Once formed the contrivance we now shall explain;
But whether by magic's or alchemy's powers
We know not; indeed, 't is no business of ours.

Perhaps it was only by patience and care,
At last, that he brought his invention to bear.

In youth 't was projected, but years stole away,
And ere 't was complete he was wrinkled and gray;
But success is secure, unless energy fails;

And at length he produced the Philosopher's Scales.

"What were they?" you ask.
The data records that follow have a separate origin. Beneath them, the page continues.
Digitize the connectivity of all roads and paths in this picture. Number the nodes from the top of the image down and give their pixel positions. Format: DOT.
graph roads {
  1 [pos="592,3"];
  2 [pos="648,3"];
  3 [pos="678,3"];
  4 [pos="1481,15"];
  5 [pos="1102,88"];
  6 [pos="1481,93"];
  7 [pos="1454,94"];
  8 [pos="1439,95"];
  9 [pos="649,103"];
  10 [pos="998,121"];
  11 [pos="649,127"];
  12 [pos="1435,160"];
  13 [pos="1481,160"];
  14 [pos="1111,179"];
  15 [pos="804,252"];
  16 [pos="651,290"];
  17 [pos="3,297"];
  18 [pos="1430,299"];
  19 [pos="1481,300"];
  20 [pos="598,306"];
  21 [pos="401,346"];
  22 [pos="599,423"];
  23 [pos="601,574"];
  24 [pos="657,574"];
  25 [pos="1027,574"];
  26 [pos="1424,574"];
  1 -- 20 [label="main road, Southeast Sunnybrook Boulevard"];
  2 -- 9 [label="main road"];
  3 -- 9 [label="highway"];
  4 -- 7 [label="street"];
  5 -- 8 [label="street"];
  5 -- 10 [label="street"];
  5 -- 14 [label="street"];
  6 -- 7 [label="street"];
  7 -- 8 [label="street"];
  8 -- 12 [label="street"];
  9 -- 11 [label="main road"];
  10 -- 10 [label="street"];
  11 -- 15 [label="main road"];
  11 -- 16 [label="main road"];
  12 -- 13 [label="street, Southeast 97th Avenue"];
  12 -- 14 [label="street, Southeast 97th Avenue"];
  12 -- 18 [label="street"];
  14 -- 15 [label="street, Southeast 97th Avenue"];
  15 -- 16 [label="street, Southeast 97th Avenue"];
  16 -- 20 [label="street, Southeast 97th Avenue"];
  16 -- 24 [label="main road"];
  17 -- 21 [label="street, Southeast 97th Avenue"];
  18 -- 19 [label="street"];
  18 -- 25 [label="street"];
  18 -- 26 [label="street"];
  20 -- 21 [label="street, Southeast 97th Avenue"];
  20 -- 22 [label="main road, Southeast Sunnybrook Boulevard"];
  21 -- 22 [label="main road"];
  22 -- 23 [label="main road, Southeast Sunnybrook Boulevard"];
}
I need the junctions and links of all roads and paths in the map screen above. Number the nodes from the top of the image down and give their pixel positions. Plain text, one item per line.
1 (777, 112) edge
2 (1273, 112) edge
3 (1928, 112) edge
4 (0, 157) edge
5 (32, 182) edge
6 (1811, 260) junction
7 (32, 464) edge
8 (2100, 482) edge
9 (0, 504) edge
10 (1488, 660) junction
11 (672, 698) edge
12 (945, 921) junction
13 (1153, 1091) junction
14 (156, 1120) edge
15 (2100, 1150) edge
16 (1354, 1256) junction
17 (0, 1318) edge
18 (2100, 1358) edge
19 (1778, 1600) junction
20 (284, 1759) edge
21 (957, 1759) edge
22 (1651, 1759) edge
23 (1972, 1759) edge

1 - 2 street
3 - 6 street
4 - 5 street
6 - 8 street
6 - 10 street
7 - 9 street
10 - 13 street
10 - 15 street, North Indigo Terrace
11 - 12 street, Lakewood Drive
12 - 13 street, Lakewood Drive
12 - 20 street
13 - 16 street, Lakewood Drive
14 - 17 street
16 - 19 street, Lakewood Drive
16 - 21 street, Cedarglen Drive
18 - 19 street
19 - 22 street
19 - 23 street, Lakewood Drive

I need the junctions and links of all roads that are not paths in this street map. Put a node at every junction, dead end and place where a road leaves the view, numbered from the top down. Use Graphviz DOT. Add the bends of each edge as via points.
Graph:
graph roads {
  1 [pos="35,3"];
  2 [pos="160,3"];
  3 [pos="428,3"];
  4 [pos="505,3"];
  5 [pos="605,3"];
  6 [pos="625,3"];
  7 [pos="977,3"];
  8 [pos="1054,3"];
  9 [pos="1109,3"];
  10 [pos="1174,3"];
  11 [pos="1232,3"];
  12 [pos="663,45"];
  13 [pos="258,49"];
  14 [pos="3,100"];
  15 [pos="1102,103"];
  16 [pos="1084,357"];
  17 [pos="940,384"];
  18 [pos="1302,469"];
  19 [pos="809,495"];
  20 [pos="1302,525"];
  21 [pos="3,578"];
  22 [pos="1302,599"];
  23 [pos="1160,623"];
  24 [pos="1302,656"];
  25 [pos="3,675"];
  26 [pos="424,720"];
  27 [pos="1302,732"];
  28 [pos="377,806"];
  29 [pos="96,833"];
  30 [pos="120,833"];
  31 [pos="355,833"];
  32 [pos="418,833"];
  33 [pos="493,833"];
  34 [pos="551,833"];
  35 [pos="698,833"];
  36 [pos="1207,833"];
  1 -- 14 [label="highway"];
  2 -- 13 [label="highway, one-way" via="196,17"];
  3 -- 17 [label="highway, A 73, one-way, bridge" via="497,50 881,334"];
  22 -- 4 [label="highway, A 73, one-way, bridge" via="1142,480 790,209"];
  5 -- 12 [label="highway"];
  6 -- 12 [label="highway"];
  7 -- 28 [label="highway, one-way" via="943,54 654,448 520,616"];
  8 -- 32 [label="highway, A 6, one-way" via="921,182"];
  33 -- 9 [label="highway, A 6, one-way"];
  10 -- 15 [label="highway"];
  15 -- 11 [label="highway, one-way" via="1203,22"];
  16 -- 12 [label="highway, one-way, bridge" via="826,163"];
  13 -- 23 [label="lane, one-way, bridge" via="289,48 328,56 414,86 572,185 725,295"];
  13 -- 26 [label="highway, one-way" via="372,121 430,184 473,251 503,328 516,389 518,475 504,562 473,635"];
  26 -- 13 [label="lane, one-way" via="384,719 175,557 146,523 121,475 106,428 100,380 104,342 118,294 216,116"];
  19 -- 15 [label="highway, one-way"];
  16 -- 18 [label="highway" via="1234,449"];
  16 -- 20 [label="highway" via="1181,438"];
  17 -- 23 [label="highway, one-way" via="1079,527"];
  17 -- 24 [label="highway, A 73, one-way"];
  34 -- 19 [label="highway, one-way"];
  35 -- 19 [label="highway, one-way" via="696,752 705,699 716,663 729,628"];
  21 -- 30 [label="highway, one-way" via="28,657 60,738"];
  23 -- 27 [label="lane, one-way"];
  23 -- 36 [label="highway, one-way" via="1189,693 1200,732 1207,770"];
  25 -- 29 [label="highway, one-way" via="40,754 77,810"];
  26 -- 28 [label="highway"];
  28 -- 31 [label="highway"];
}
You shall presently see;
These scales were not made to weigh sugar and tea.
O no; for such properties wondrous had they,
That qualities, feelings, and thoughts they could weigh,
Together with articles small or immense,

From mountains or planets to atoms of sense.

Naught was there so bulky but there it would lay,
And naught so ethereal but there it would stay,
And naught so reluctant but in it must go:
All which some examples more clearly will show.

The first thing he weighed was the head of Voltaire,
Which retained all the wit that had ever been there.
As a weight, he threw in a torn scrap of a leaf,
Containing the prayer of the penitent thief;
When the skull rose aloft with so sudden a spell
That it bounced like a ball on the roof of the cell.

One time he put in Alexander the Great,
With a garment that Dorcas had made for a weight;
And though clad in armor from sandals to crown,
The hero rose up, and the garment went down.

A long row of alms-houses, amply endowed

By a well-esteemed Pharisee, busy and proud,
Next loaded one scale; while the other was pressed
By those mites the poor widow dropped into the chest;
Up flew the endowment, not weighing an ounce,
And down, down the farthing-worth came with a bounce.

By further experiments (no matter how)

He found that ten chariots weighed less than one plough;

A sword with gilt trapping rose up in the scale,
Though balanced by only a ten-penny nail;
A shield and a helmet, a buckler and spear,
Weighed less than a widow's uncrystallized tear.

A lord and a lady went up at full sail,

When a bee chanced to light on the opposite scale;
Ten doctors, ten lawyers, two courtiers, one earl,
Ten counselors' wigs, full of powder and curl,
All heaped in one balance and swinging from thence,
Weighed less than a few grains of candor and sense;
A first-water diamond, with brilliants begirt,
Than one good potato just washed from the dirt;
Yet not mountains of silver and gold could suffice
One pearl to outweigh,-'t was the Pearl of Great Price.

Last of all, the whole world was bowled in at the grate,
With the soul of a beggar to serve for a weight,
When the former sprang up with so strong a rebuff
That it made a vast rent and escaped at the roof!
When balanced in air, it ascended on high,
And sailed up aloft, a balloon in the sky;

While the scale with the soul in 't so mightily fell
That it jerked the philosopher out of his cell.

JANE TAYLOR.

A Modest Wit.

A SUPERCILIOUS nabob of the East

Haughty, being great-purse-proud, being richA governor, or general, at the least,

I have forgotten which

Had in his family a humble youth,

Who went from England in his patron's suite,

An unassuming boy, in truth

A lad of decent parts, and good repute.